Familienbett – wie lange?

Genauso heiß diskutiert wie die Frage danach, ob der Nachwuchs überhaupt im Elternbett schlafen sollte, ist auch die Frage, bis zu welchem Alter dies akzeptabel ist. Während die einen raten, das Kind mit spätestens zwei Jahren ins eigene Bettchen umziehen zu lassen, befürworten andere das Schlafen im Familienbett noch weit länger. Hier gilt es auf die Bedürfnisse des Kindes einzugehen. Der Nachwuchs wird seinen Eltern zu verstehen geben, ab wann er lieber in seinem eigenen Bettchen schlafen möchte. Wichtig ist, diese Signale nicht zu missachten und dem Kind die Freiräume zu geben, die es benötigt.

Alternative zum Familienbett

Natürlich gibt es Alternativen zum Familienbett! Entscheiden Eltern sich von Anfang an dagegen, muss dies nicht gleichzeitig bedeuten, dass der Nachwuchs alleine in einem anderen Zimmer schlafen muss. Als Alternative, welche dennoch viel Nähe zulässt, bietet sich ein Beistellbett an. Ein so genannter Babybalkon wird direkt an das Elternbett gestellt. Auch das klassische Gitterbettchen oder eine Babywiege können zu Beginn im Schlafzimmer von Mama und Papa stehen. Der Nachwuchs schläft dann nicht direkt im oder am Bett der Eltern, ist aber dennoch im gleichen Zimmer.

Vorteile Gitterbett

  • Das wird von Anfang an daran gewöhnt, in einem eigenen Bettchen zu schlafen.
  • Der Gefahr, dass das Baby aus dem Bett fällt, wird von Anfang an vorgebeugt. Auch die Gefahr, versehentliche von Mama oder Papa erdrückt zu werden, besteht nicht.
  • Das Bett der Eltern bleibt ein Ort der Zweisamkeit.

Nachteile Gitterbett

  • Im Gitterbett liegend, fällt es dem Baby oftmals schwerer in den Schlaf zu finden, bzw. sich zu beruhigen, da ihm die vertraute Nähe zu Mama fehlt.
  • Bekommt der Nachwuchs nachts Hunger und schreit, muss das Baby erst aus dem Bettchen gehoben werden, bevor es gefüttert werden kann. Der Weg ist länger und Mama muss aufstehen, wird also „richtig wach“.
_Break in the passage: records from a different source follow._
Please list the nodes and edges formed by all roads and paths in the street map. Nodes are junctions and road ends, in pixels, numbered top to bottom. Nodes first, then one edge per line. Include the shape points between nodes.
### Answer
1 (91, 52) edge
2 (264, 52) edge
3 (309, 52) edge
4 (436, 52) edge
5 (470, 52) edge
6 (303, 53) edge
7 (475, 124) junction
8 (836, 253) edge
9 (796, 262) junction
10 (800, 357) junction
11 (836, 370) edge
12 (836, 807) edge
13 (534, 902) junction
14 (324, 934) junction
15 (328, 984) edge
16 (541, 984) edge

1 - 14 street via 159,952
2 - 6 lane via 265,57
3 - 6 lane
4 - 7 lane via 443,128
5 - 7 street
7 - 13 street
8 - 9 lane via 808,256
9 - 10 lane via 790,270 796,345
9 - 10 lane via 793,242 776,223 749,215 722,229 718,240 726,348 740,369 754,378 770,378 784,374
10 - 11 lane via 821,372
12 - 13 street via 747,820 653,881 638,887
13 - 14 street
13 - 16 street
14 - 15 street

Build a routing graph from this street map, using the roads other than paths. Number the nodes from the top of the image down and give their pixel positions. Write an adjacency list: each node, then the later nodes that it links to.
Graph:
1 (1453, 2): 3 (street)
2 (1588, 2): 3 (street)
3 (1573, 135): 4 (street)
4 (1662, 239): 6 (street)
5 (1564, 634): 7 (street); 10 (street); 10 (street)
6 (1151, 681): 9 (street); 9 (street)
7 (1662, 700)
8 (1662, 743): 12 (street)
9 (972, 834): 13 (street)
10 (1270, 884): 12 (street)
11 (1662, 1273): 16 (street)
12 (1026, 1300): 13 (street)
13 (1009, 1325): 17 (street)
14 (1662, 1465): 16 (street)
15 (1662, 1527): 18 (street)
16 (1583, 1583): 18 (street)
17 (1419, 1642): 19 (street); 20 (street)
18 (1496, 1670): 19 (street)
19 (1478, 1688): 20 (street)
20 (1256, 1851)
Familienbett, ja oder nein? – Fazit:

Die Entscheidung, ob das Baby im Familienbett schläft oder nicht, liegt allein bei den Eltern. Egal auf welche der Alternativen die Wahl fällt: Wichtig ist, dass sich alle Beteiligten wohl fühlen und Regeln für einen sicheren und gesunden Babyschlaf eingehalten werden.